Source records:
= = = =

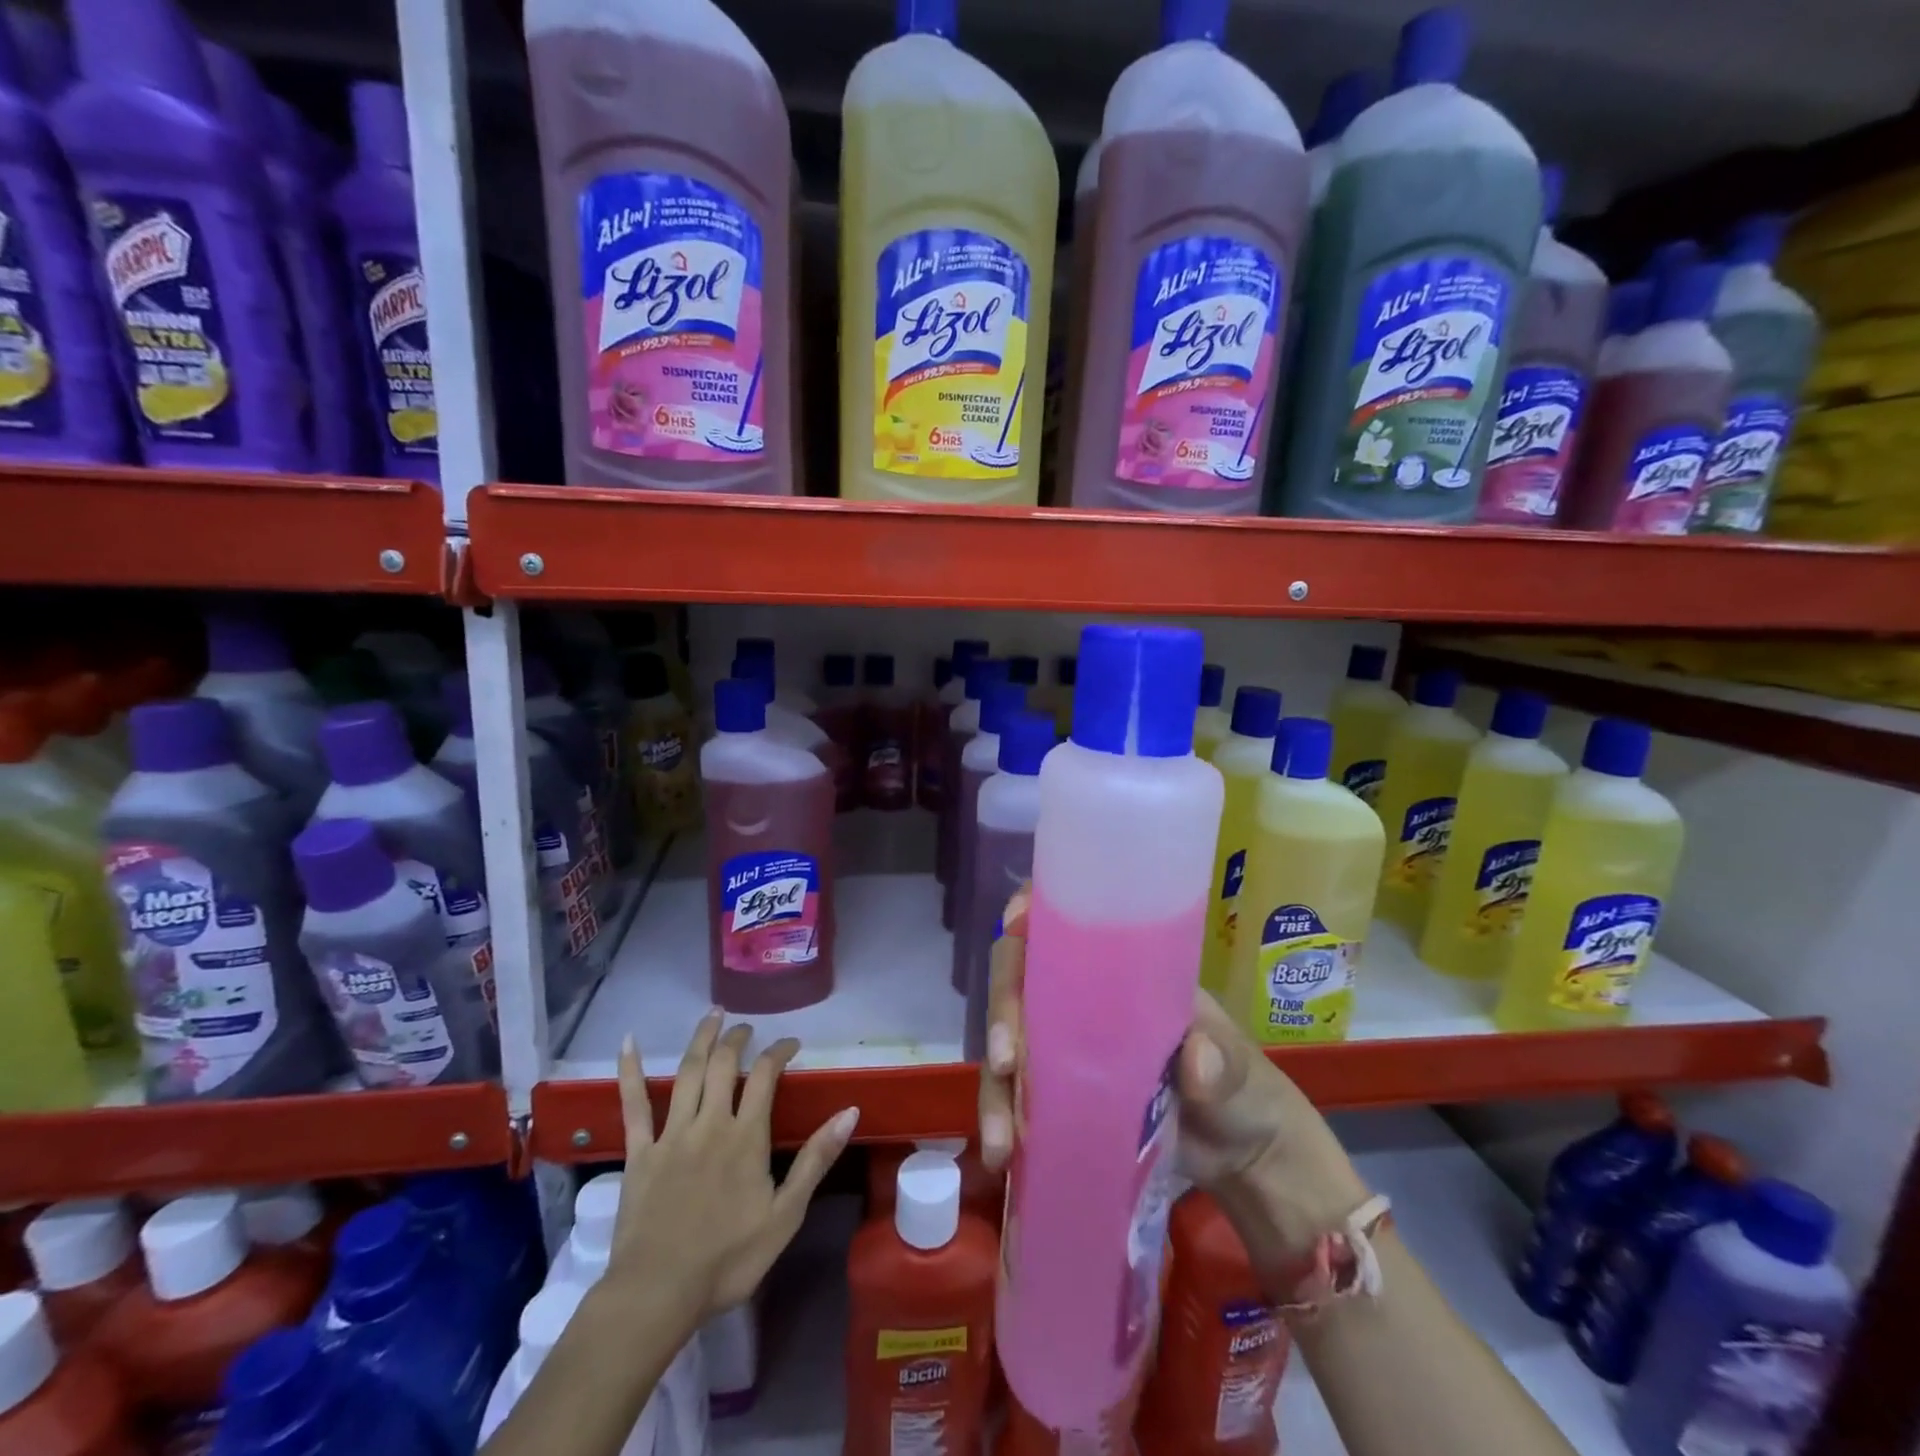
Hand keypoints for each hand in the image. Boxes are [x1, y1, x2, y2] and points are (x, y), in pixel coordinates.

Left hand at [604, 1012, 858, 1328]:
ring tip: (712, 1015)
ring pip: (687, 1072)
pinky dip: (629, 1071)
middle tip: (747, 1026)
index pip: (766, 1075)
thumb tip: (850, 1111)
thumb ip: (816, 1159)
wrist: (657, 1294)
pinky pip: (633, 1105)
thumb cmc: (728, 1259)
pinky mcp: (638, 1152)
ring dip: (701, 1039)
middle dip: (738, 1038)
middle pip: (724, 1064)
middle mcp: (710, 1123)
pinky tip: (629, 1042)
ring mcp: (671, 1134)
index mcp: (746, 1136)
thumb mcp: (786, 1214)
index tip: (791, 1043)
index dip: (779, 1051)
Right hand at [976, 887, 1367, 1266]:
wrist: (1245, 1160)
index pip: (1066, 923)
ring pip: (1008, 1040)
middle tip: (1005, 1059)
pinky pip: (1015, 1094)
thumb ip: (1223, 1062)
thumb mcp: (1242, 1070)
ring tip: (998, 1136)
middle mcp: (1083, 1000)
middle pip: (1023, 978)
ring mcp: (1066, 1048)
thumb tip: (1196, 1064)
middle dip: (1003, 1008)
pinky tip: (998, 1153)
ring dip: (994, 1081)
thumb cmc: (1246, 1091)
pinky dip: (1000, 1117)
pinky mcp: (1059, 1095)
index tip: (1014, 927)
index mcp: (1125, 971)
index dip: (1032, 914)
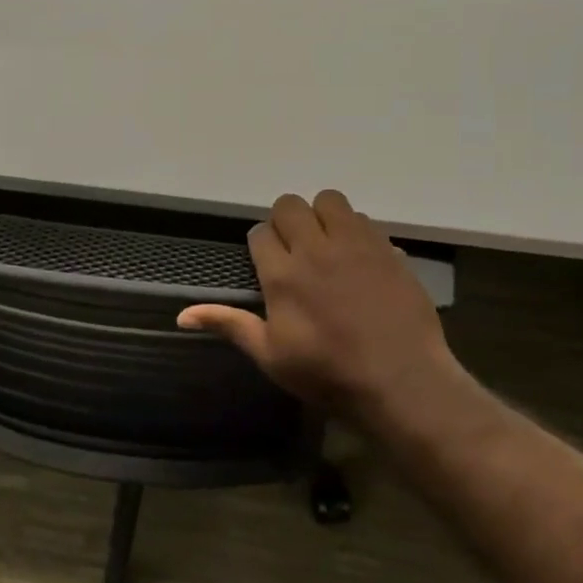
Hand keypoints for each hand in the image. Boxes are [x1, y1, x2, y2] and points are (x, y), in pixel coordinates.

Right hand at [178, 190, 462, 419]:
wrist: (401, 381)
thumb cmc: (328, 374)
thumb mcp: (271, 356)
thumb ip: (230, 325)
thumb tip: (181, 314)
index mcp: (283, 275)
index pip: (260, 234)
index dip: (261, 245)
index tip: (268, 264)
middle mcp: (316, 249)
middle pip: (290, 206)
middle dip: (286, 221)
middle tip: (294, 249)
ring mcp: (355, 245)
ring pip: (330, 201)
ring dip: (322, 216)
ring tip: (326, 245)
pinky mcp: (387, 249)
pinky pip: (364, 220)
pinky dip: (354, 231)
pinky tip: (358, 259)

= = = =

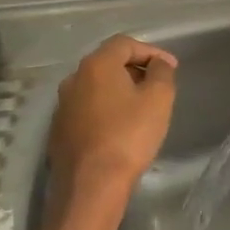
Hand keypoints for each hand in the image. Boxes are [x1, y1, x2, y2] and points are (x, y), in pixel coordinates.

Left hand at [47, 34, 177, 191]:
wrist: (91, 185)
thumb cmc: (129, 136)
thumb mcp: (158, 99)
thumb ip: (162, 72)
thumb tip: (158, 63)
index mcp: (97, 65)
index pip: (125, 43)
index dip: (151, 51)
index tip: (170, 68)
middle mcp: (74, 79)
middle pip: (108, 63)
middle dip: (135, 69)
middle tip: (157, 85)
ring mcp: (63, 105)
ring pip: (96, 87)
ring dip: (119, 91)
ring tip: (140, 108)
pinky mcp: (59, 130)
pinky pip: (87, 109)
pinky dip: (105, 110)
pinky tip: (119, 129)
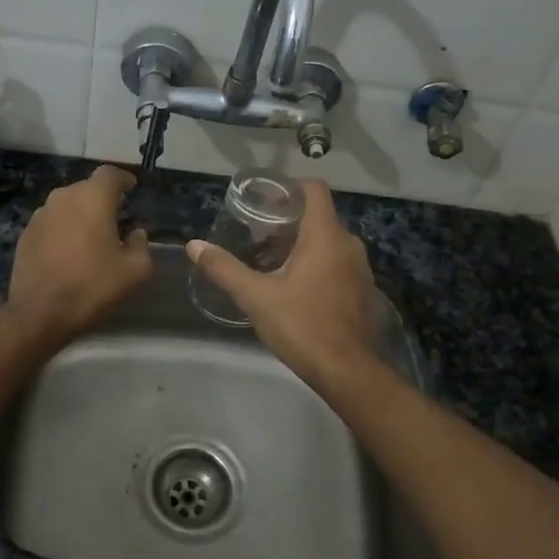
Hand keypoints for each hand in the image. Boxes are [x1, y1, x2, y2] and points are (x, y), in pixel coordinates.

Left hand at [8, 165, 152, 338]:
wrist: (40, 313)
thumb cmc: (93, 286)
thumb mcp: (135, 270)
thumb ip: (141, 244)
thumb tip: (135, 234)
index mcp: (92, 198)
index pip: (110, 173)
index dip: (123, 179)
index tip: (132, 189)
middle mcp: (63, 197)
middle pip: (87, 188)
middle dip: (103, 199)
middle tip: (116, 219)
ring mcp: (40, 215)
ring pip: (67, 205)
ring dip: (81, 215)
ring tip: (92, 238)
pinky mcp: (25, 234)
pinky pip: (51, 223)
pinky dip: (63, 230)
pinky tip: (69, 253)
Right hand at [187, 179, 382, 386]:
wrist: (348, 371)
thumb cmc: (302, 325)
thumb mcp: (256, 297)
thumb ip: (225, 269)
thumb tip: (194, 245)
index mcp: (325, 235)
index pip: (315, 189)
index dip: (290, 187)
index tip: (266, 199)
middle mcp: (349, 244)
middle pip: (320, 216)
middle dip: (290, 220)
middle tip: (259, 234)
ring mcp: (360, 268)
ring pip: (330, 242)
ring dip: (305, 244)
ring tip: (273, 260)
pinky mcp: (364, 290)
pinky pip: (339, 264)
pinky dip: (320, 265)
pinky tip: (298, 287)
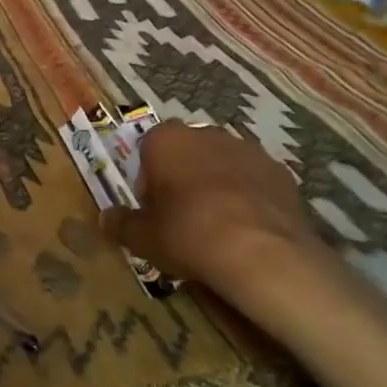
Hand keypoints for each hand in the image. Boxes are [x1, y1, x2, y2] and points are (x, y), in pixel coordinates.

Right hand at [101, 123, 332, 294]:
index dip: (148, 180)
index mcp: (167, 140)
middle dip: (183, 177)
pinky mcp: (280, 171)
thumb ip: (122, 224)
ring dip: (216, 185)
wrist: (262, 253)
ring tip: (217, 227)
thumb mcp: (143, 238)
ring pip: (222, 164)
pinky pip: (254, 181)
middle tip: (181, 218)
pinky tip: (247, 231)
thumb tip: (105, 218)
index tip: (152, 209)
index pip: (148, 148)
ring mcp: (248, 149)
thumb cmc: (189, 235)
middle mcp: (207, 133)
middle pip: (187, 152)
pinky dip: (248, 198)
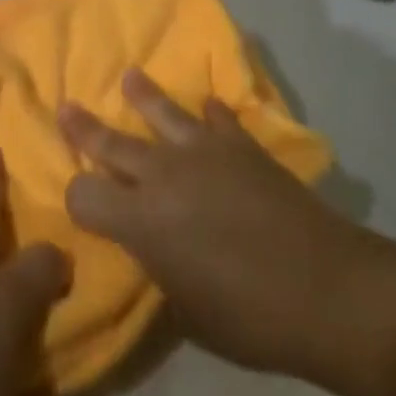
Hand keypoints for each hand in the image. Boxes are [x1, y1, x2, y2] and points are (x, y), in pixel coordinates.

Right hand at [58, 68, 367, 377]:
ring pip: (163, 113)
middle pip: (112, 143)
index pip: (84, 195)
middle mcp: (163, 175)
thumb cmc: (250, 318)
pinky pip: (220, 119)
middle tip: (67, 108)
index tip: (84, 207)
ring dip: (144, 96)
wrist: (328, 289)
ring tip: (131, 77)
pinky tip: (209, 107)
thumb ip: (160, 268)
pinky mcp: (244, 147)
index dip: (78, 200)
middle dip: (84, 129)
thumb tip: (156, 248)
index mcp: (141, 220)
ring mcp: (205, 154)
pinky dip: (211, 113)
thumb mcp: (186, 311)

= = = =

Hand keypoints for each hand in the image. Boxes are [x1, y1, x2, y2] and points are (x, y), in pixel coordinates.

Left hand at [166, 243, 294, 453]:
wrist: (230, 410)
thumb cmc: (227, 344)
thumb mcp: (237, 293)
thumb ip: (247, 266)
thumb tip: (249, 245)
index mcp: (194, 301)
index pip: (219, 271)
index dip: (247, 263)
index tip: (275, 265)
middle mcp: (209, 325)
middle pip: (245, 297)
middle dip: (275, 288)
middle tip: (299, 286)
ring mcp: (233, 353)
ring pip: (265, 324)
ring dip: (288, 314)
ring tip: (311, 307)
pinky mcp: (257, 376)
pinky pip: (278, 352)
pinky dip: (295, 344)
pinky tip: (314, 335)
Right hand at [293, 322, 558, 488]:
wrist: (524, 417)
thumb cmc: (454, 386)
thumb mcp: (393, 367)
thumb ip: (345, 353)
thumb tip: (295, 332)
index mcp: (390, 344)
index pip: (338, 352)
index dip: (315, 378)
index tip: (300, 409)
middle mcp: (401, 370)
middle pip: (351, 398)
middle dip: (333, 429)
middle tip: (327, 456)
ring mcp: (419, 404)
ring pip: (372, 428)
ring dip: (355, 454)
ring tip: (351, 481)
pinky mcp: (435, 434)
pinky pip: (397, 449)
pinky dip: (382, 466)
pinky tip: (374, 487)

= = = =

* WHAT YOU NEED TO DO: What's needed is an exact copy of the records above from the line containing "index tip: (152, 209)" down to the line containing "ring tip: (131, 77)", both included, without any pictures.

* PROBLEM SOLUTION:
index tip: (152, 209)
index pip: (148, 148)
ring mcp: (248, 149)
thumb cmc: (189, 235)
middle mcp: (207, 133)
middle pip: (187, 152)
pinky dip: (248, 198)
Hand keypoints for each hand in the image. Boxes are [x1, y1, x2, y2] and points are (x, y), in pixel coordinates.

Right hand at [58, 68, 367, 377]:
ring pip: (163, 113)
middle pip: (112, 143)
index pip: (84, 195)
middle mcp: (163, 175)
thumb cmc: (250, 318)
pinky pip: (220, 119)
middle tip: (67, 108)
index tip: (84, 207)
ring dip: (144, 96)
wrist: (328, 289)
ring tip: (131, 77)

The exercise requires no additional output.